The sisters greeted these invaders with a dense shower of roof tiles and stones, hurled from convent windows. Neighbourhood children began gathering up stones and tossing them over the wall. All the while, the neighbours reviled the police, crying “Viva Santa Cristina!” The police wisely retreated.

My stories emphasise some of the most sensational examples of convent misbehaviour. Much more common are the ways nuns learned to fight back quietly, to exert power and influence indirectly, to work within and around the structures imposed upon them. They often cultivated powerful, influential patrons in the world, who could intercede on their behalf. They sent them convent treats, invited them to plays and to hear the singing on feast days, and, of course, encouraged their noble daughters to enter their convent.

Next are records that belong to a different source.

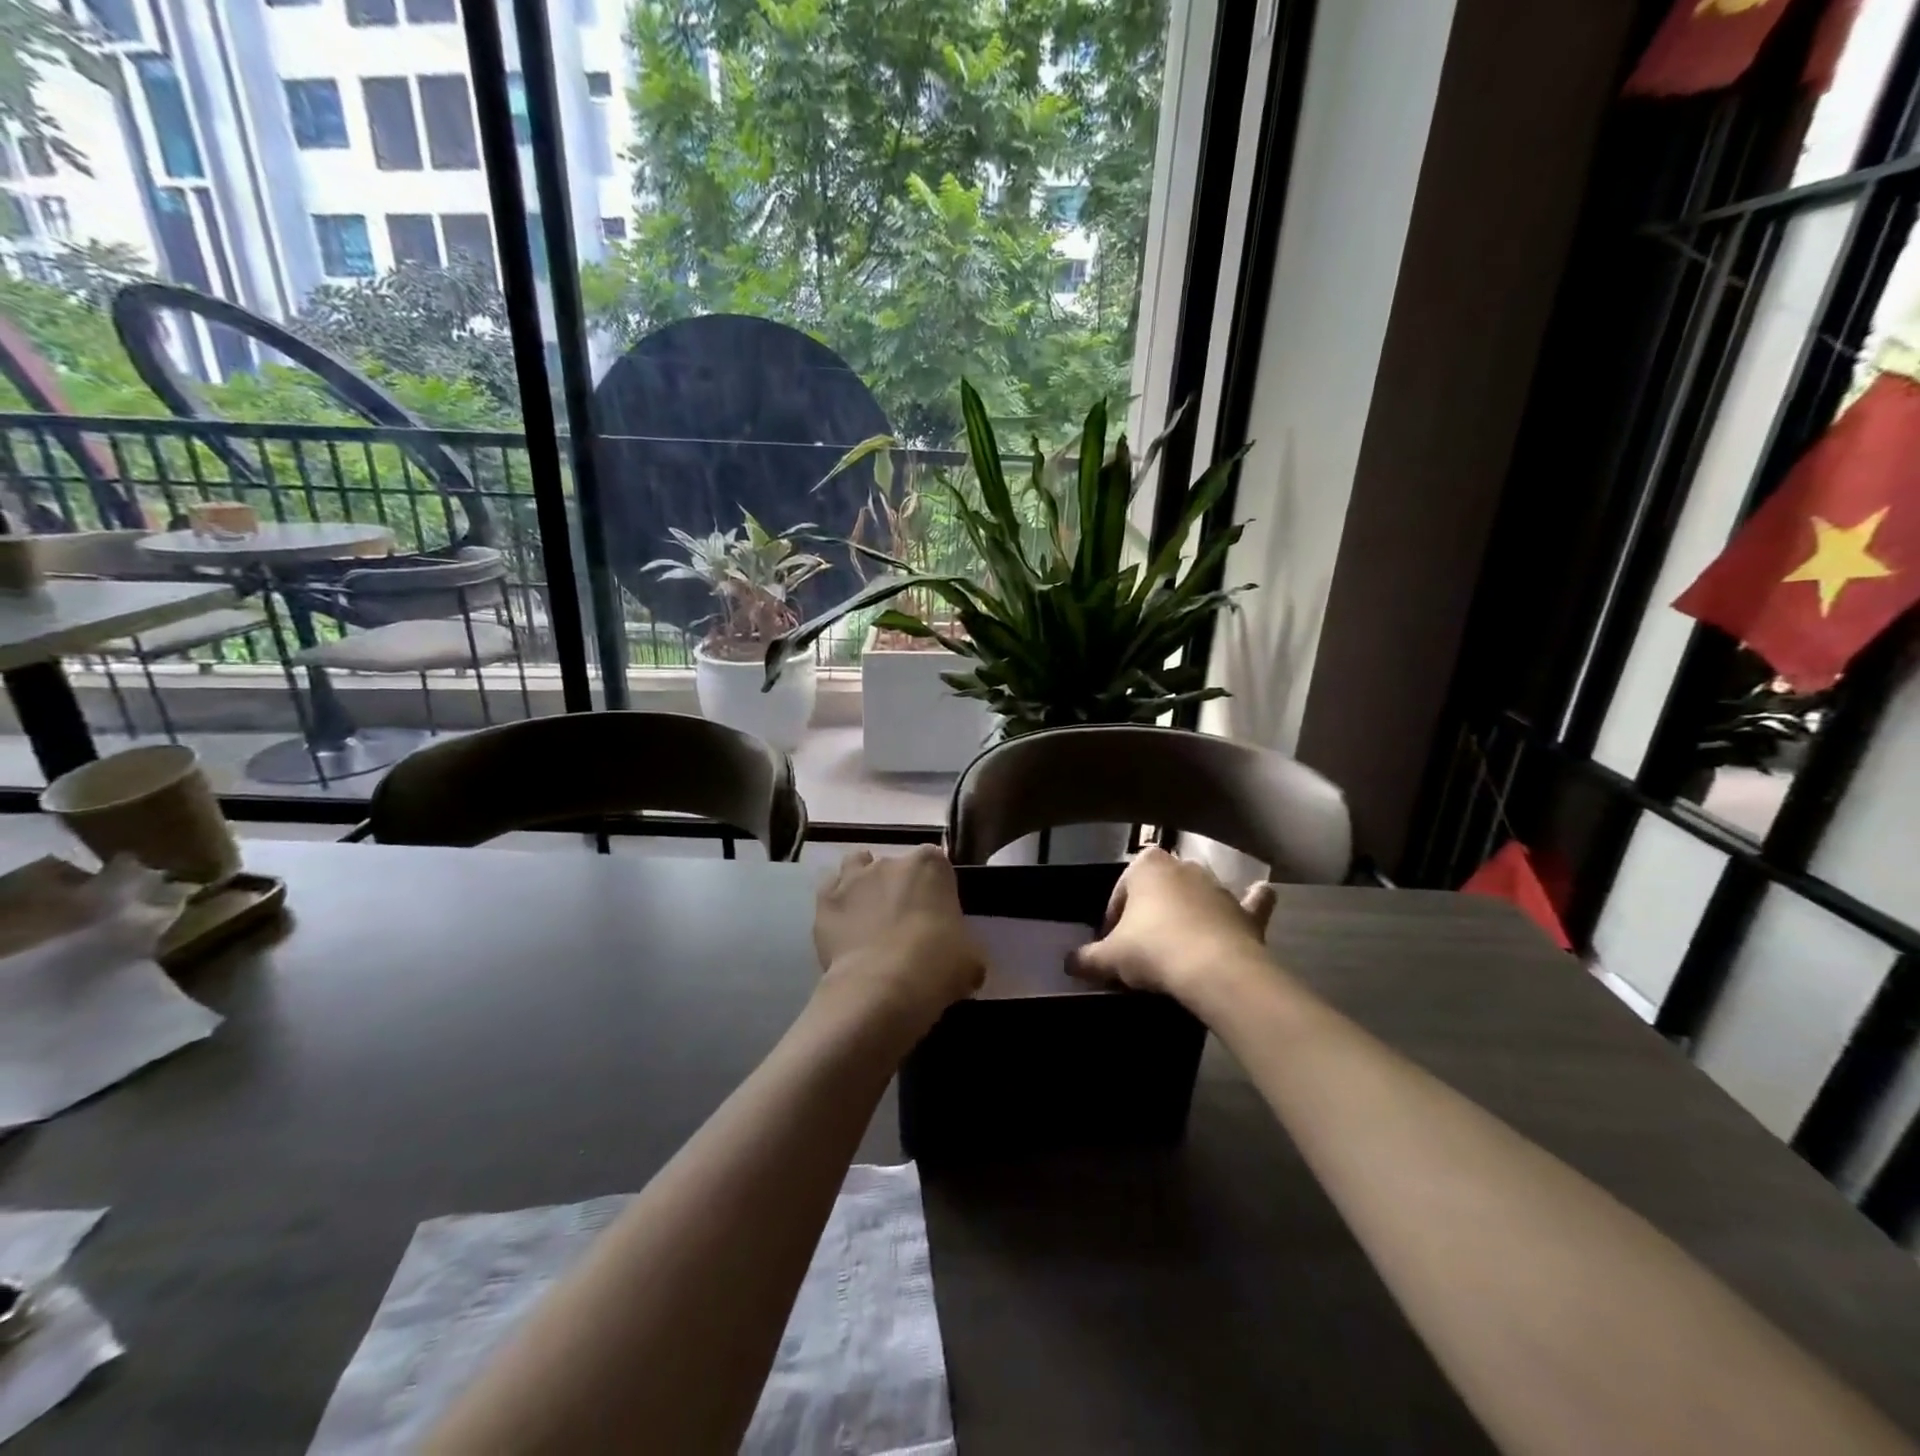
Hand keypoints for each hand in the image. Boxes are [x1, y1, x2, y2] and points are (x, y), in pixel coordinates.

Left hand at [814, 847, 984, 1036]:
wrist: (883, 987)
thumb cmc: (936, 965)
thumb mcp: (971, 958)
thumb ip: (965, 946)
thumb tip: (962, 957)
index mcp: (931, 866)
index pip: (936, 862)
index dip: (935, 886)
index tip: (936, 911)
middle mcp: (890, 861)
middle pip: (895, 865)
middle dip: (898, 886)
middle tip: (903, 921)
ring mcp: (854, 878)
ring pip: (856, 865)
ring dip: (862, 882)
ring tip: (867, 912)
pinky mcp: (825, 900)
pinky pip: (830, 890)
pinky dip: (836, 902)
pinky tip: (842, 923)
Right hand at [1068, 847, 1276, 1002]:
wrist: (1214, 969)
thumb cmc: (1153, 950)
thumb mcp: (1110, 958)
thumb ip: (1087, 958)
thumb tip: (1067, 963)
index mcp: (1146, 866)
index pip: (1120, 891)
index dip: (1113, 919)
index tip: (1111, 945)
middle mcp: (1183, 866)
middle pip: (1159, 890)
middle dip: (1151, 911)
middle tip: (1143, 947)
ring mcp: (1218, 887)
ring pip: (1198, 894)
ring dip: (1190, 911)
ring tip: (1179, 947)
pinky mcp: (1246, 911)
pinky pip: (1250, 902)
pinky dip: (1251, 902)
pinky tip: (1257, 898)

What is your overall impression of the life women led in these monasteries?
Convent society was hardly monolithic. Different convents attracted different social classes and varied enormously in wealth. Most of my convents catered to the nobility and required large dowries to exclude more ordinary women. Some convents were renowned for their piety, others were more like sacred sorority houses. Noble families were often closely affiliated with particular convents for generations and manoeuvred to maintain social and political control within their strongly hierarchical structures.

Within these diverse communities, women constructed lives for themselves as best they could. Convent culture presented the especially competent not only with constant exposure to some of the best religious literature and music, but also with positions as prioress, bursar, choir mistress. For others, there might be only boredom.

The convent also permitted them a little space, because the wall that kept them in also kept their fathers, uncles, and brothers out. If you take a number of educated women, hide them behind a cloister wall, give them the vote and some opportunities to accept responsibilities, it would not be surprising if they develop a certain independent-mindedness, and get ideas of their own.